La magistrada Martha Quezada, del Tribunal de Apelaciones de Managua, consideró que uno de los grandes inconvenientes a la hora de hacer acusaciones contra los agresores, es que si bien la violencia doméstica o intrafamiliar, está tipificada en el artículo 155 del Código Penal, muchas de las acusaciones del Ministerio Público son catalogadas como simples lesiones.

“Creo que incluso la ley debería ser más específica en ese artículo, para que se dé la verdadera dimensión a la problemática”, expresó la magistrada.

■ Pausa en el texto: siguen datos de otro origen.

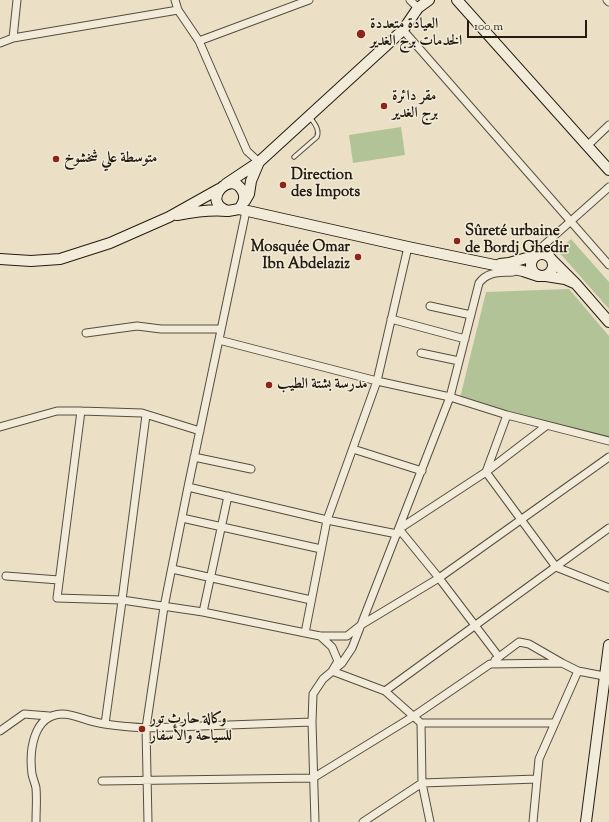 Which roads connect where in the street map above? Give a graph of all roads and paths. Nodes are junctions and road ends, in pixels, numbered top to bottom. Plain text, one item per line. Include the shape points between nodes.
1 (17, 0) edge
2 (175, 0) edge
3 (309, 0) edge
4 (410, 0) edge
5 (429, 0) edge
6 (458, 0) edge
7 (418, 8) junction
8 (178, 10) junction
9 (403, 30) junction
10 (13, 38) junction
11 (199, 41) junction
12 (0, 43) edge
13 (309, 116) junction
14 (609, 125) edge
15 (588, 145) junction
16 (294, 157) dead end
17 (259, 162) junction
18 (609, 170) edge
19 (609, 187) edge
20 (221, 188) junction
21 (243, 207) junction
22 (228, 211) junction
23 (169, 217) junction
24 (571, 221) junction
25 (408, 247) junction
26 (543, 256) junction
27 (0, 259) edge
28 (492, 265) junction
29 (609, 265) edge
30 (523, 271) junction
31 (542, 276) junction
32 (576, 284) junction
33 (430, 306) dead end
34 (471, 315) junction
35 (391, 319) junction
36 (609, 322) edge
37 (221, 330) junction
38 (86, 333) dead end
39 (465, 339) junction
40 (219, 340) junction
41 (421, 353) dead end
42 (459, 361) junction
43 (377, 381) junction
44 (450, 397) junction
45 (81, 411) junction
46 (146, 415) junction
47 (507, 415) junction
48 (546, 426) junction
49 (0, 428) edge
50 (200, 431) junction
51 (609, 441) edge
52 (353, 449) junction
53 (609, 457) edge
54 (194, 458) junction
55 (251, 469) dead end
56 (422, 471) junction
57 (486, 472) junction
58 (188, 487) junction
59 (228, 496) junction
60 (182, 518) junction
61 (521, 519) junction
62 (326, 520) junction
63 (222, 526) junction
64 (609, 528) edge
65 (398, 531) junction
66 (321, 549) junction
67 (556, 567) junction
68 (172, 569) junction
69 (6, 576) dead end
70 (211, 577) junction
71 (438, 578) junction
72 (59, 580) junction
73 (609, 588) edge
74 (122, 600) junction
75 (311, 600) junction
76 (164, 607) junction
77 (203, 612) junction
78 (361, 625) junction
79 (475, 626) junction
80 (305, 633) junction
81 (320, 636) junction
82 (609, 645) edge
83 (499, 657) junction
84 (562, 663) junction
85 (490, 664) junction
86 (332, 671) junction
87 (578, 671) junction
88 (604, 676) junction
89 (386, 690) junction
90 (49, 716) junction
91 (414, 716) junction
92 (312, 722) junction
93 (421, 723) junction
94 (555, 723) junction
95 (105, 724) junction
96 (146, 728) junction
97 (0, 731) edge
98 (313, 778) junction
99 (537, 779) junction
100 (102, 781) dead end
101 (148, 781) junction
102 (422, 783) junction
103 (36, 822) edge
104 (148, 822) edge
105 (315, 822) edge
106 (363, 822) edge
107 (430, 822) edge
108 (533, 822) edge
109 (586, 822) edge

1 - 10 street
2 - 8 street
3 - 11 street
4 - 7 street
5 - 7 main road
6 - 15 main road
7 - 9 main road
8 - 10 street
8 - 11 street
9 - 13 main road
9 - 24 street
10 - 12 street
11 - 17 street via 247,151
13 - 16 lane via 319,133
13 - 17 main road
14 - 15 street
15 - 18 main road
17 - 20 main road
17 - 21 main road via 250,181 249,194
19 - 24 street
20 - 21 main road via 231,183 239,186 244,193
20 - 22 main road via 217,193 217,201 221,208
20 - 23 main road
21 - 22 main road
21 - 25 main road
21 - 37 street
22 - 23 main road via 197,212
23 - 27 main road via 110,243 60,259
24 - 26 street via 544,245
24 - 29 street
25 - 28 main road
25 - 35 street
26 - 28 main road
26 - 31 main road via 552,262 552,268 548,274
26 - 31 main road via 531,264 533,271
26 - 32 main road
28 - 30 main road
30 - 31 main road
30 - 34 street via 484,276 479,283
31 - 32 main road via 565,279
32 - 36 main road
33 - 34 street
34 - 39 street
35 - 39 street
35 - 43 street
37 - 38 street via 137,326
37 - 40 street
39 - 42 street
40 - 43 street
40 - 50 street
41 - 42 street
42 - 44 street
43 - 44 street
43 - 52 street
44 - 47 street
44 - 56 street
45 - 46 street
45 - 49 street via 57,411
45 - 72 street
46 - 50 street
46 - 74 street
47 - 48 street
47 - 57 street
48 - 51 street
48 - 57 street
50 - 54 street
52 - 56 street
52 - 62 street
53 - 61 street
54 - 55 street
54 - 58 street
56 - 65 street
57 - 61 street
57 - 65 street
58 - 59 street
58 - 60 street
59 - 62 street
59 - 63 street
60 - 63 street
60 - 68 street
61 - 67 street
61 - 71 street
62 - 65 street
62 - 66 street
63 - 66 street
63 - 70 street
64 - 67 street
65 - 71 street
65 - 78 street
66 - 75 street
67 - 73 street
67 - 79 street
68 - 70 street
68 - 76 street
69 - 72 street
70 - 75 street
70 - 77 street
71 - 78 street
71 - 79 street
72 - 74 street via 56,598
74 - 76 street
74 - 95 street
75 - 80 street
76 - 77 street
76 - 96 street
77 - 80 street
78 - 81 street via 347,636
78 - 86 street via 352,648 342,663
79 - 83 street
79 - 89 street
80 - 81 street
81 - 86 street via 332,648 338,661
82 - 88 main road
83 - 84 street via 519,642 530,644
83 - 85 street
84 - 85 street
84 - 87 street
85 - 91 street
86 - 89 street
86 - 92 street via 313,694
87 - 88 street
87 - 94 street
88 - 109 main road
89 - 91 street
90 - 95 street via 64,714
90 - 97 street via 24,714
90 - 103 street via 39,726 32,755
91 - 93 street
91 - 98 street
92 - 96 street
92 - 98 street
93 - 94 street
93 - 102 street
94 - 99 street via 539,758
95 - 96 street
96 - 101 street
98 - 101 street
98 - 105 street
99 - 102 street
99 - 108 street
100 - 101 street
101 - 104 street
102 - 106 street
102 - 107 street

Marcos Carmona, Director de la CPDH, comentó que con la actividad se pretende --además de crear conciencia de las implicaciones de este delito, en las instituciones encargadas de la llamada “ruta crítica”-- organizar una red de solidaridad a favor de la prevención y penalización de las víctimas de la violencia intrafamiliar y sexual.

Víctimas urgen más apoyo

“Tenemos que tratar de apoyar a las víctimas. En los casos que llevamos nos hemos encontrado que cuando la mujer es agredida, no es atendida, ni escuchada como es debido cuando va a interponer la denuncia. Eso nos preocupa, comenzando conque en este año hay cuarenta mujeres asesinadas por sus parejas, y creemos que esto pudo haberse evitado”, alega Carmona.

Indicó, además, que éste es un flagelo que afecta a todos los nicaragüenses, y contabilizó que en 2009 en CPDH se atendieron más de 800 casos de violencia intrafamiliar y sexual, alrededor del 50 por ciento de las denuncias que recibieron ese año. De ellas, al menos 300 fueron atendidas psicológicamente. Las denuncias fueron por la falta de atención de las autoridades.

Agregó que en esta actividad se presentaron a las instituciones las dificultades recurrentes que han encontrado en los casos, para que las mismas sean solucionadas, logrando que las víctimas de violencia intrafamiliar y sexual confíen más en las instituciones y sientan que se les apoya en su problema.